**** INFORMATION SUPPLIED

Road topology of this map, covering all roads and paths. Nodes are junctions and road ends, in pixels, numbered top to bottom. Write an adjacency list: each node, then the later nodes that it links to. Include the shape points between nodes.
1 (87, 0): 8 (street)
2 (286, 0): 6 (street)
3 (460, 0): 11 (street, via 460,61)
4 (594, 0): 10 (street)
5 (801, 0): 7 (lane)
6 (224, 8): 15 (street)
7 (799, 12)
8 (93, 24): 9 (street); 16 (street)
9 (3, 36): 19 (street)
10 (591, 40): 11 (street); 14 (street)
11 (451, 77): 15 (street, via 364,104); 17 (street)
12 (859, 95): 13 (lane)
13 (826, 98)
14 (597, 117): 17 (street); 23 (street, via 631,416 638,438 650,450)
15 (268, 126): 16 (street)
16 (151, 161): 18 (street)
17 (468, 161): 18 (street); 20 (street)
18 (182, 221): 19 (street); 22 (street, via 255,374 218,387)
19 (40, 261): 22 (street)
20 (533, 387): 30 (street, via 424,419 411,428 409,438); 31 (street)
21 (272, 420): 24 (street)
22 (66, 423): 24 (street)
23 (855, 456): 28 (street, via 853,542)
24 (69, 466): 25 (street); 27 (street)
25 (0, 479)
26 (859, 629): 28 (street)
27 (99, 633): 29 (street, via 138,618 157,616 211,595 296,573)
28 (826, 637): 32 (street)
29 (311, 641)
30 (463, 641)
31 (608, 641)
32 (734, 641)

********
**** INFORMATION SUPPLIED

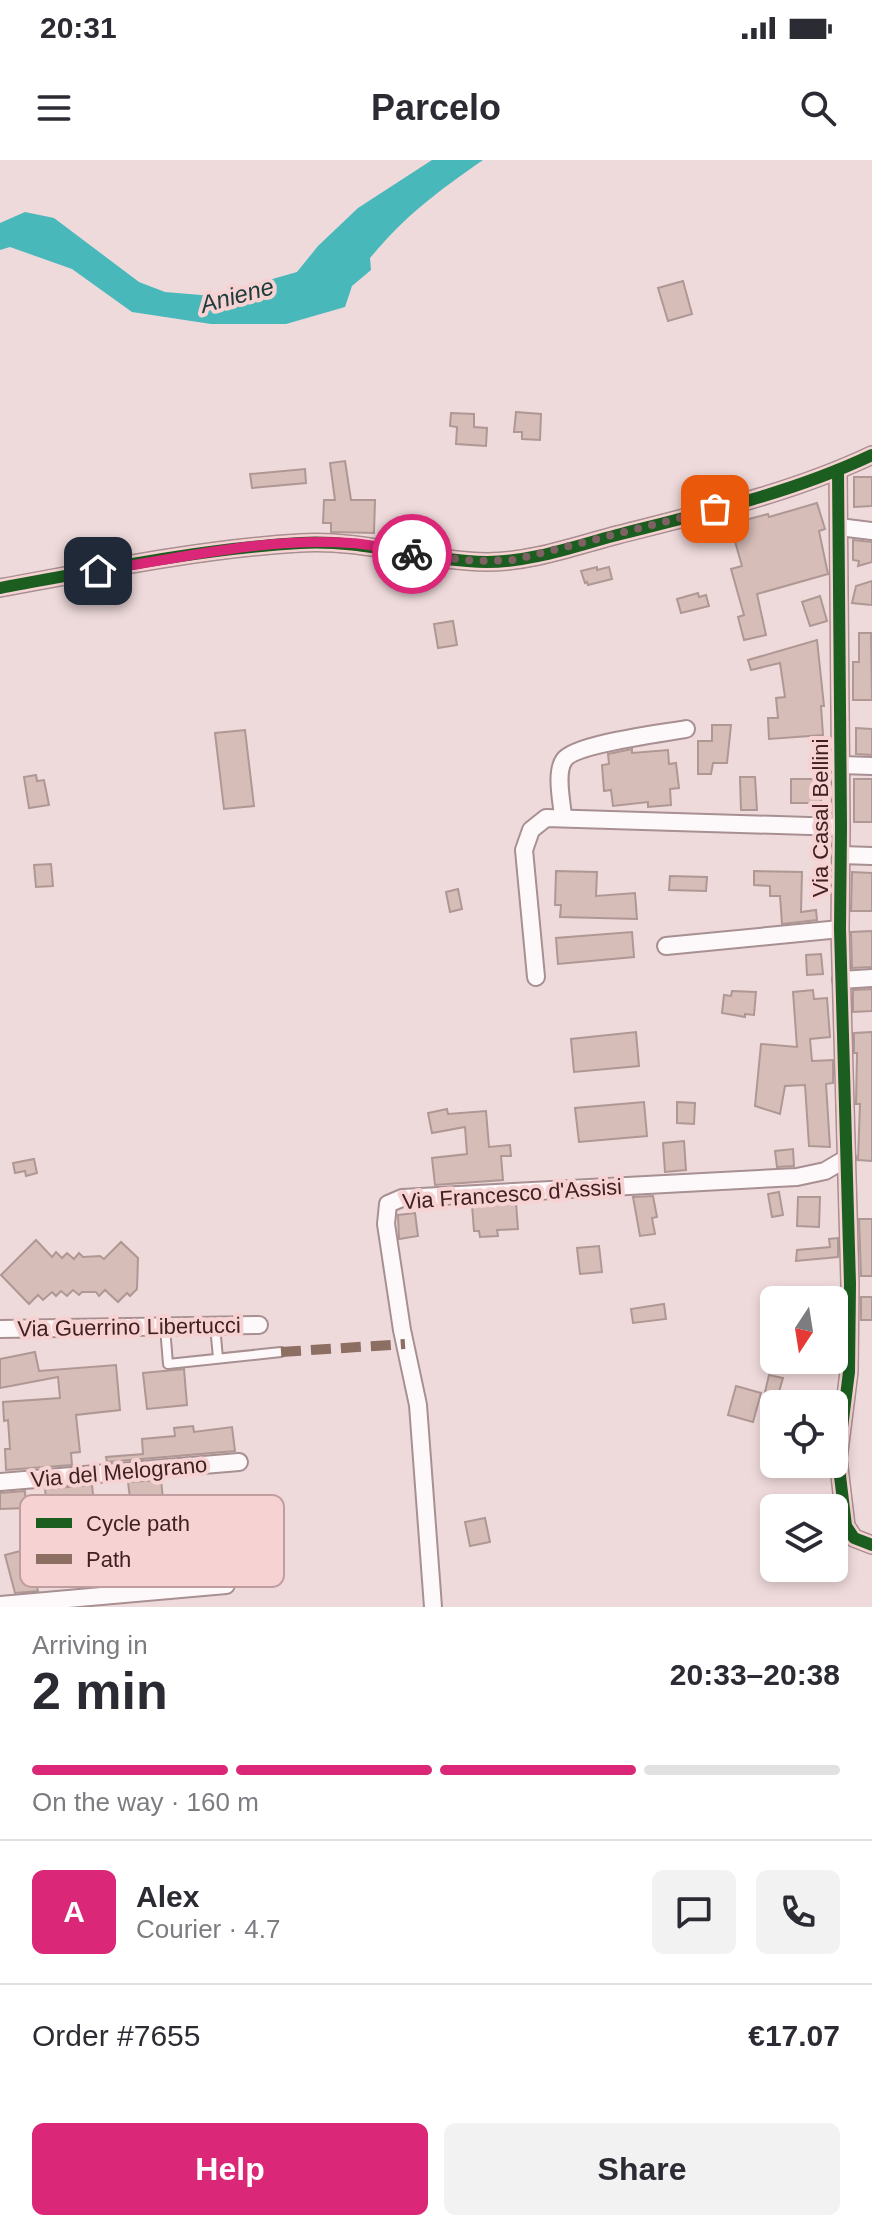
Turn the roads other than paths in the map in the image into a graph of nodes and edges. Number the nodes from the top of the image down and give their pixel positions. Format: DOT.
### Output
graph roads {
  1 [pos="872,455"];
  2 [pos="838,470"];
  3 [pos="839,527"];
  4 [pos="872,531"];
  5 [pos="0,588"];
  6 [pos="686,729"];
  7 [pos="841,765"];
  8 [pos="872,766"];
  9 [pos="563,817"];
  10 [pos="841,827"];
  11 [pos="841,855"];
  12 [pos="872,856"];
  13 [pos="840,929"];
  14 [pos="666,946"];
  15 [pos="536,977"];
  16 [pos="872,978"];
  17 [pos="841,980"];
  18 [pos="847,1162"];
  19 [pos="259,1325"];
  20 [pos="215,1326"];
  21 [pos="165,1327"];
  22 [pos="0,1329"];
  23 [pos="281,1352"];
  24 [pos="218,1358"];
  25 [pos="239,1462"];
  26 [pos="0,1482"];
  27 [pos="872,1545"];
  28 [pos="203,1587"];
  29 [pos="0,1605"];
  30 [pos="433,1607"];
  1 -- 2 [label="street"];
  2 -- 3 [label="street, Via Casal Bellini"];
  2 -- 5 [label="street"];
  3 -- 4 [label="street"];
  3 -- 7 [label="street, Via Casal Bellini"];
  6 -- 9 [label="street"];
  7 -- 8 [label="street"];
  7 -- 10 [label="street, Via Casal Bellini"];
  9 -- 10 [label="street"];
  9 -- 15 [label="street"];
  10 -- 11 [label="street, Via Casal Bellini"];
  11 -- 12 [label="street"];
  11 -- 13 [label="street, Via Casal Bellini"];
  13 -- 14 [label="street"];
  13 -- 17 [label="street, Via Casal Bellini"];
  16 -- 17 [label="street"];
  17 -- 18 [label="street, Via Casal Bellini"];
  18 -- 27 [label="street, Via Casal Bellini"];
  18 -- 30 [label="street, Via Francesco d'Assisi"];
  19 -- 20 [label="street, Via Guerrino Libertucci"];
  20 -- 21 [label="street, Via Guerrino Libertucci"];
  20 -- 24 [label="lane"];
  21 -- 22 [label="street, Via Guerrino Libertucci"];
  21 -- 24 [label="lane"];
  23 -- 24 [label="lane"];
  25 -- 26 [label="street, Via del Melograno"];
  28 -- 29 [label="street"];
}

********
**** INFORMATION SUPPLIED

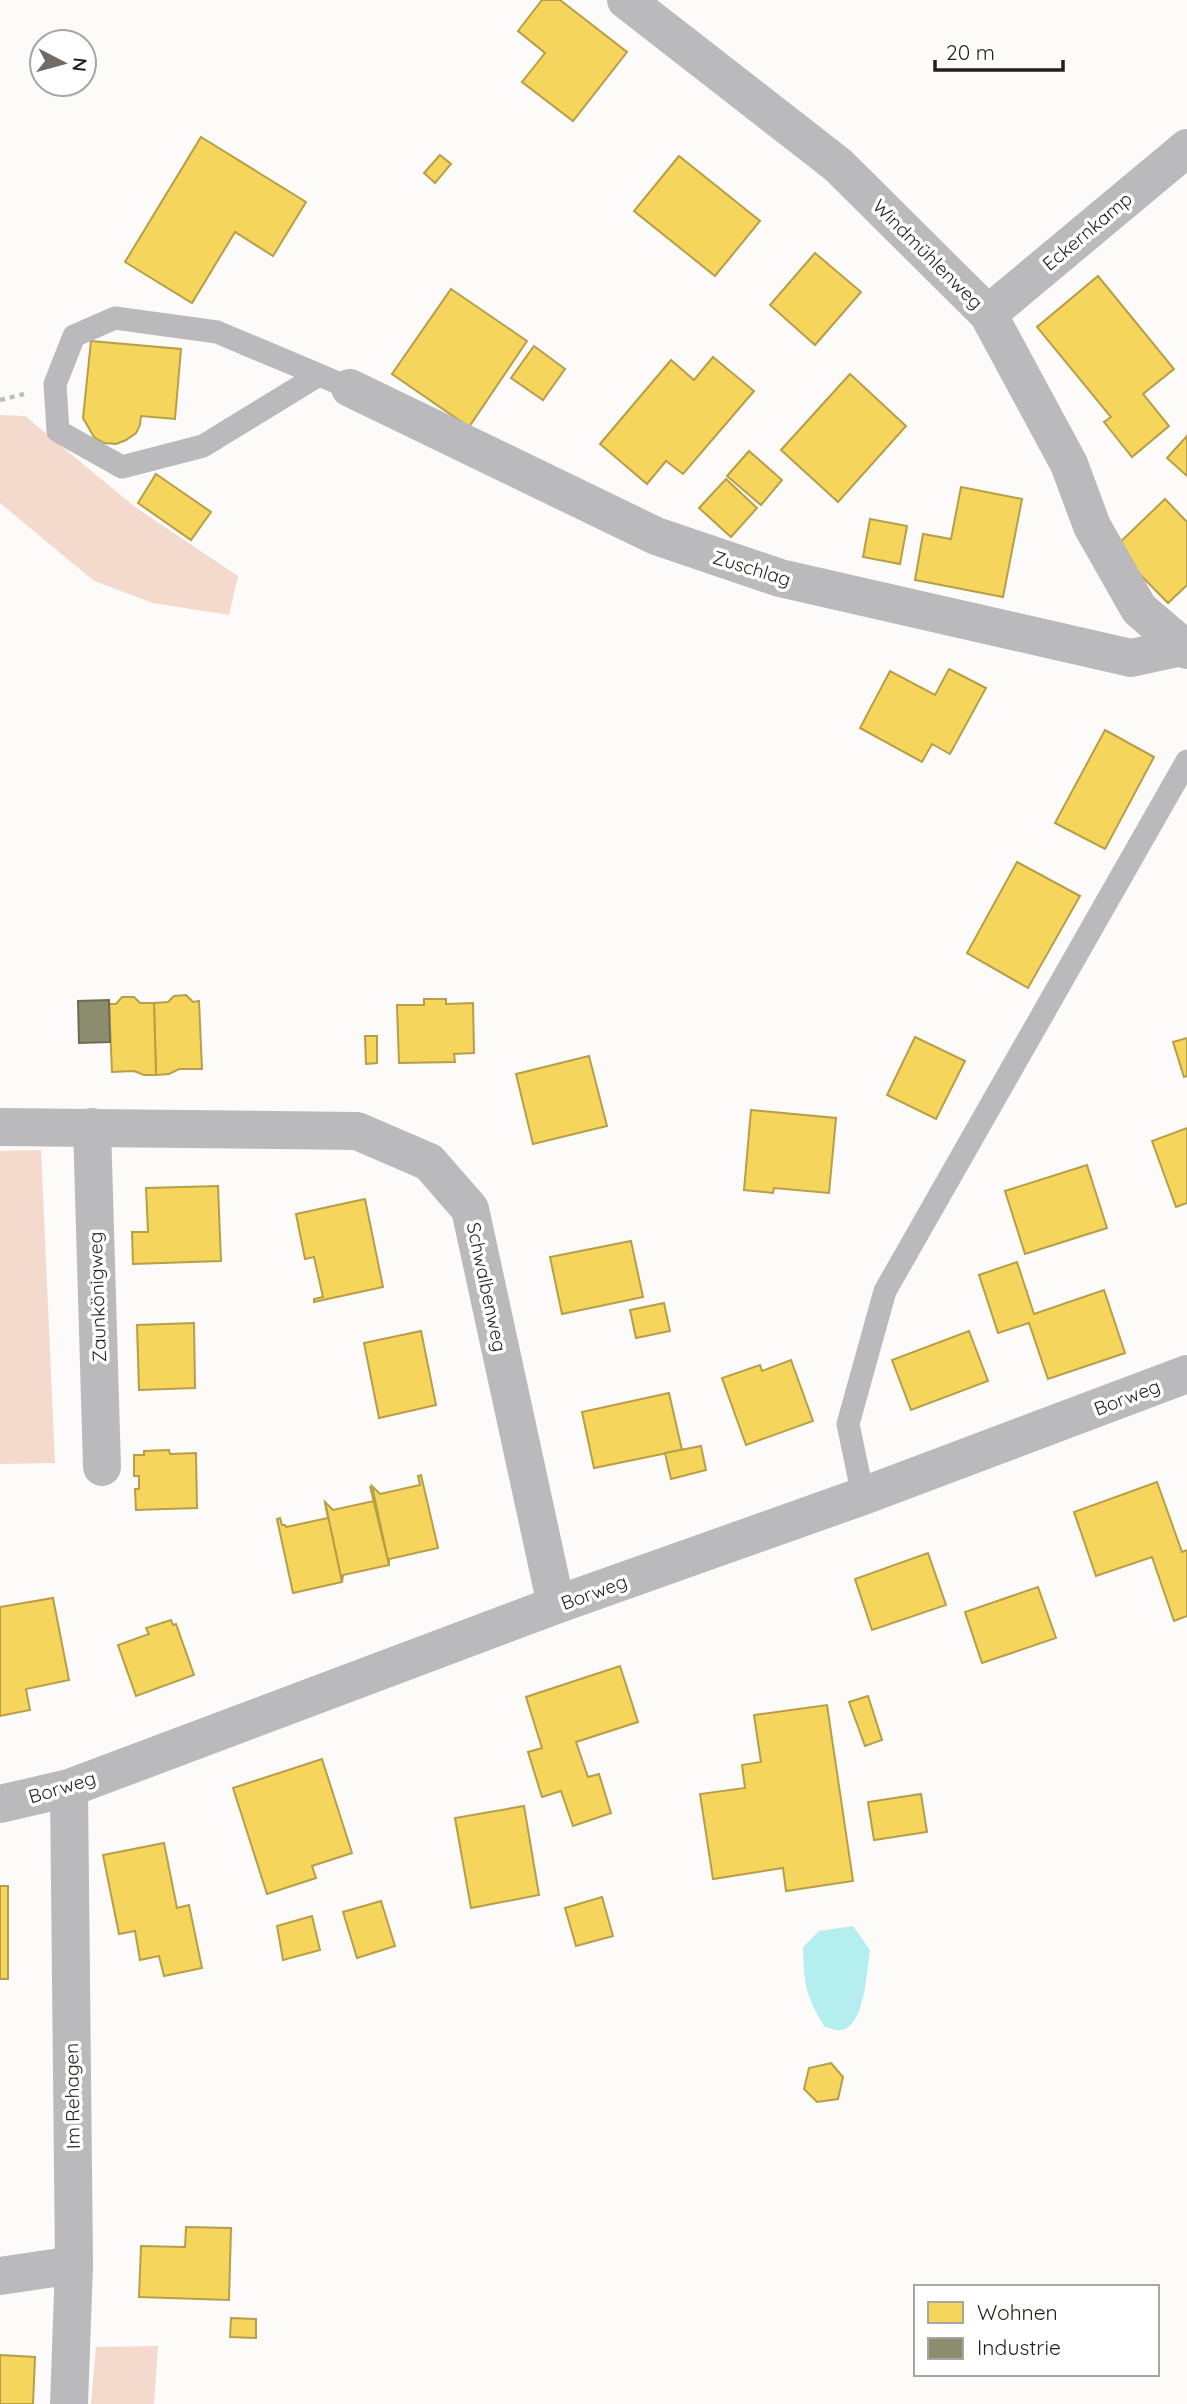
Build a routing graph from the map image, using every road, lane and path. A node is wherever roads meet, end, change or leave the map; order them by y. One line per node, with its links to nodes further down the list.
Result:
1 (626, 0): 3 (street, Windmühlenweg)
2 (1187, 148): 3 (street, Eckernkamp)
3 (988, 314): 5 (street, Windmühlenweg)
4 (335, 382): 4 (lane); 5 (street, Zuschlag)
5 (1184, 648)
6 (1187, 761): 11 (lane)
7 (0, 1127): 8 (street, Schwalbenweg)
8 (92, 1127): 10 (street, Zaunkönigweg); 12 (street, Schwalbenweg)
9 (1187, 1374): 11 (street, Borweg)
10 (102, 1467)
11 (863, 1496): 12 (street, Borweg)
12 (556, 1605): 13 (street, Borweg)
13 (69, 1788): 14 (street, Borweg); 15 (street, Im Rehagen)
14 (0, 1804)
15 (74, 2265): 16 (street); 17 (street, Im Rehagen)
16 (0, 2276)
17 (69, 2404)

********

WHAT IS EXPECTED: Take from the listing every line in which the word "image" appears.

TASK SOLUTION:
Turn the roads other than paths in the map in the image into a graph of nodes and edges. Number the nodes from the top of the image down and give their pixel positions. Format: DOT.
Build a routing graph from the map image, using every road, lane and path. A node is wherever roads meet, end, change or leave the map; order them by y. One line per node, with its links to nodes further down the list.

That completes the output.